US shapes a 'hit and run' war
WASHINGTON
One month on, the US military strategy in Afghanistan is settling into a hit-and-run campaign of air attacks and ground raids designed to exhaust Taliban patience with months of continuous pressure.
In Pentagon doctrine, it's an "asymmetric" style of warfare that takes advantage of US air power and mobility, while avoiding the Taliban's strength - trench ground defenses.
Whether this strategy can produce something the American public recognizes as victory is an open question.

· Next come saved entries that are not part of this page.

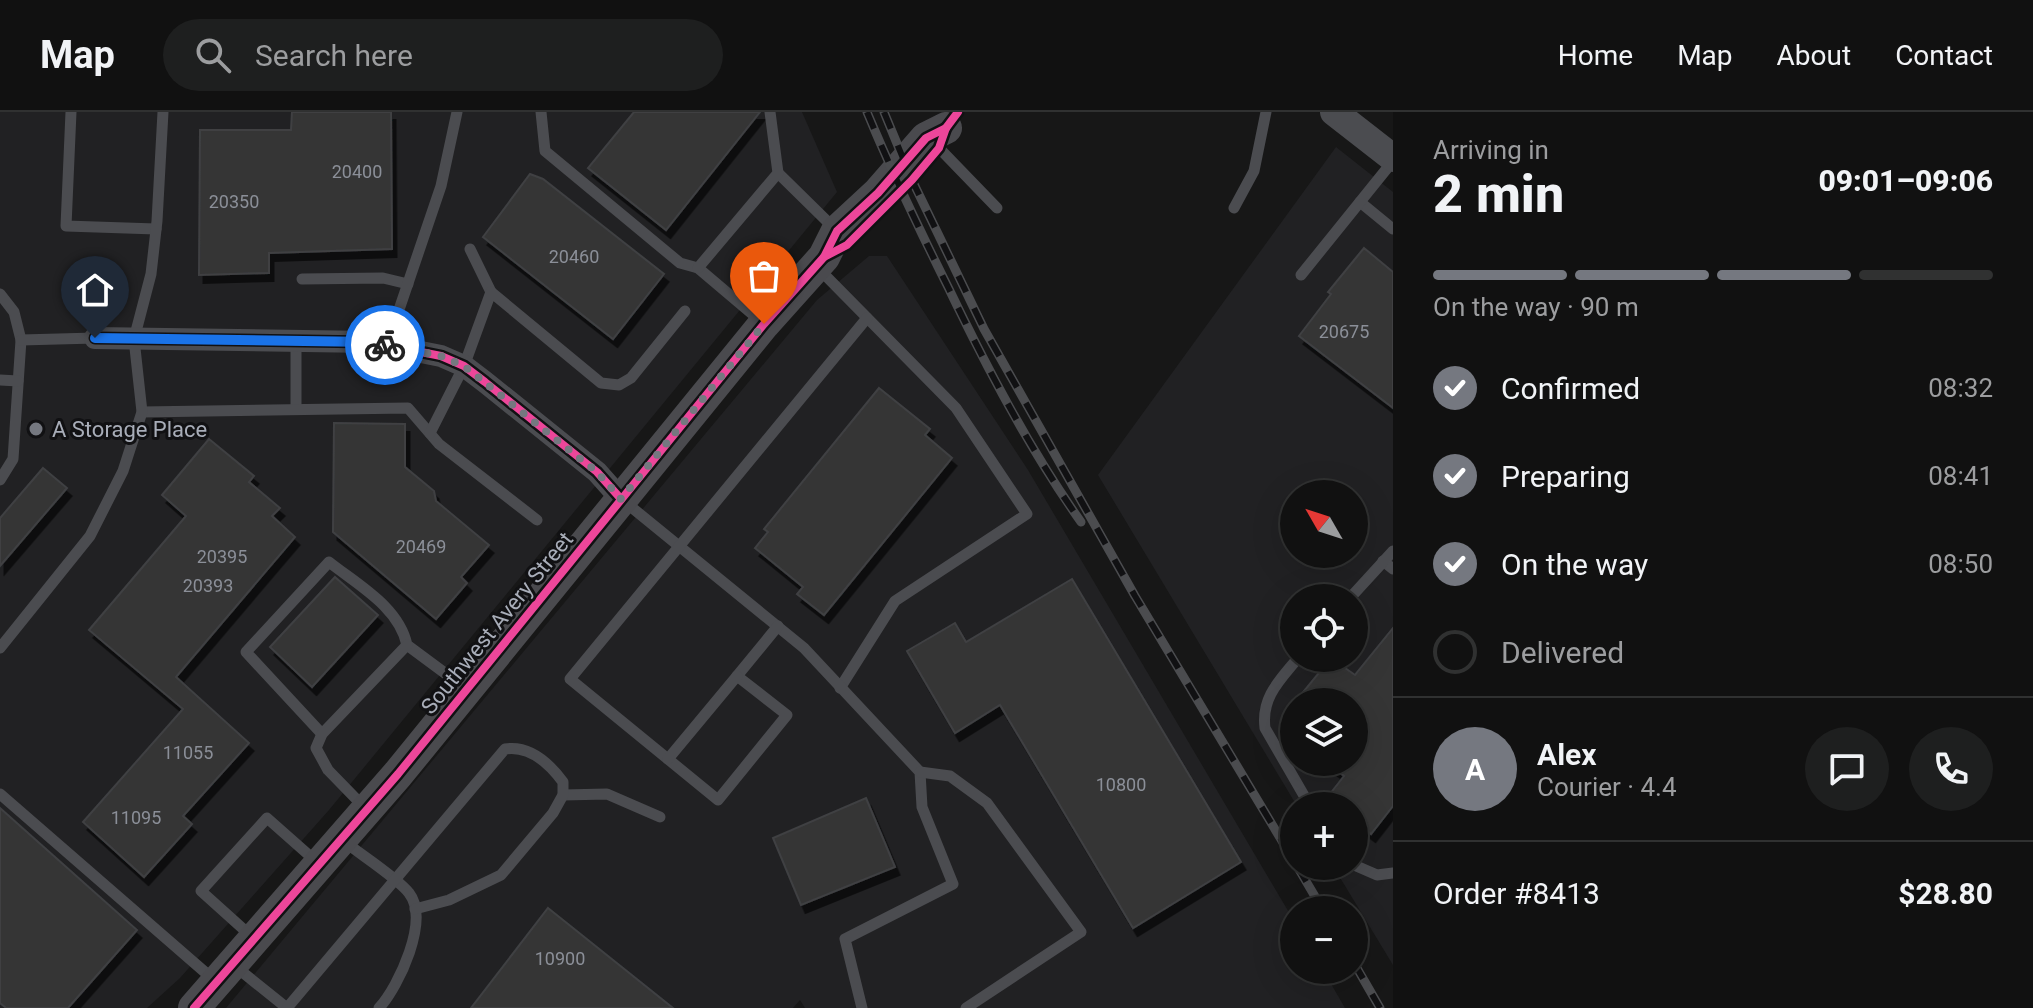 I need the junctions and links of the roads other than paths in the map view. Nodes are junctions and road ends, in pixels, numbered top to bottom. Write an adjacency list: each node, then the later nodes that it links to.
1 (71, 112): 14 (lane)
2 (163, 112): 14 (lane)
3 (457, 112): 21 (lane)
4 (541, 112): 18 (lane)
5 (770, 112): 10 (lane)
6 (1266, 112): 13 (lane)
7 (1334, 112): 9 (street)
8 (948, 129): 12 (lane); 17 (main road, Southwest Avery Street)
9 (1393, 159): 11 (lane)
10 (778, 173): 17 (lane); 18 (lane)
11 (1360, 202): 15 (lane); 19 (lane)
12 (997, 208)
13 (1234, 208)
14 (156, 229): 28 (lane)
15 (1393, 229)
16 (470, 249): 22 (lane)
17 (826, 251): 25 (lane); 26 (main road, Southwest Avery Street)
18 (698, 268): 26 (lane)
19 (1301, 275)
20 (302, 279): 21 (lane)
21 (408, 284): 31 (lane)
22 (491, 292): 24 (lane); 32 (lane)
23 (0, 294): 29 (lane)
24 (685, 311)
25 (867, 318): 41 (lane); 50 (lane)
26 (764, 324): 39 (main road, Southwest Avery Street)
27 (95, 338): 28 (street); 29 (lane)
28 (134, 339): 30 (street); 36 (lane)
29 (21, 340): 34 (lane)
30 (296, 342): 31 (street); 35 (lane)
31 (387, 345): 32 (street)
32 (464, 366): 37 (lane); 39 (street)
33 (0, 380): 34 (lane)
34 (18, 381): 38 (lane)
35 (296, 409): 36 (lane); 37 (lane)
36 (142, 412): 47 (lane)
37 (430, 433): 40 (lane)
38 (0, 480)
39 (621, 499): 41 (lane); 51 (main road, Southwest Avery Street)
40 (537, 520)
41 (680, 546): 45 (lane); 53 (lane)
42 (1393, 551): 43 (lane)
43 (1388, 565): 44 (lane)
44 (1366, 584)
45 (778, 626): 49 (lane); 50 (lane)
46 (407, 645): 51 (lane); 52 (lane); 52 (lane)
47 (0, 648)
48 (1286, 672): 55 (lane)
49 (737, 676): 53 (lane); 53 (lane)
50 (840, 688): 54 (lane)
51 (466, 689): 58 (main road, Southwest Avery Street)
52 (322, 734): 58 (lane)
53 (668, 759)
54 (920, 772): 71 (lane); 72 (lane)
55 (1302, 792)
56 (0, 794): 67 (lane)
57 (563, 795): 59 (lane); 64 (lane); 65 (lane)
58 (367, 810): 60 (main road, Southwest Avery Street)
59 (660, 817)
60 (341, 839): 61 (main road, Southwest Avery Street); 64 (lane)
61 (319, 864): 66 (main road, Southwest Avery Street); 66 (lane)
62 (1368, 871): 63 (lane)
63 (1393, 873)
64 (394, 880): 65 (lane); 69 (lane)
65 (415, 909): 70 (lane)
66 (254, 938): 67 (main road, Southwest Avery Street)
67 (225, 973): 68 (main road, Southwest Avery Street); 69 (lane)
68 (194, 1008)
69 (287, 1008)
70 (379, 1008)
71 (862, 1008)
72 (966, 1008)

Also unknown is whether US allies will grow impatient with such deliberate methods.
But it remains a kind of fight the Pentagon can prosecute for months to come with the intent of fracturing an opponent's will and weaponry.
"I don't think the Taliban understand what they have unleashed," says Steven Metz, chairman of the regional strategy and planning department at the Army War College in Carlisle, Pa.
Since the US began bombing Taliban and Al Qaeda targets on Oct. 7, Department of Defense officials have been stung by criticism from some Western analysts and Northern Alliance rebels that the US attacks have been limited and ineffectual. The Pentagon didn't help itself when the person giving a press briefing, early on, inaccurately described Taliban combat power as "eviscerated."
Washington, in turn, has been unimpressed by Northern Alliance fighting prowess. Lawmakers are already openly speculating about the extent to which substantial deployments of US ground troops will be needed to root out Taliban forces.
Heavy US troop units indeed may eventually be needed, say Pentagon strategists. But that decision is in the future. For now, they are arguing that America needs to remain patient and, in essence, give war a chance.
"We're doing our work on our timeline," said Gen. Tommy Franks, commander of US forces in Afghanistan, in a broadcast appearance over the weekend.
In a recent blitz of public statements, General Franks and other military leaders have been describing the Afghanistan effort as a war unlike any the US has experienced before. Its goal is not the occupation of strategic territory, but rather the destruction of a terrorist network and its support structure.
Plans do not call for a linear progression of an air war, followed by Special Operations Forces, and then introduction of ground troops. Rather, these different kinds of forces are all "tools in our toolbox," according to Franks. At certain times, the US will use one or more of these tools, as conditions warrant.
The point is to ensure that the Taliban and its Al Qaeda allies are always under pressure and on the defensive. This compounds any material destruction inflicted by US forces.
Eventually, goes the plan, the strain of constant vigilance will begin to crack Taliban leaders' control, communications, and will to fight. US officials claim that in some areas Taliban forces are already resorting to runners to send messages - hardly an ideal method in Afghanistan's vast open spaces.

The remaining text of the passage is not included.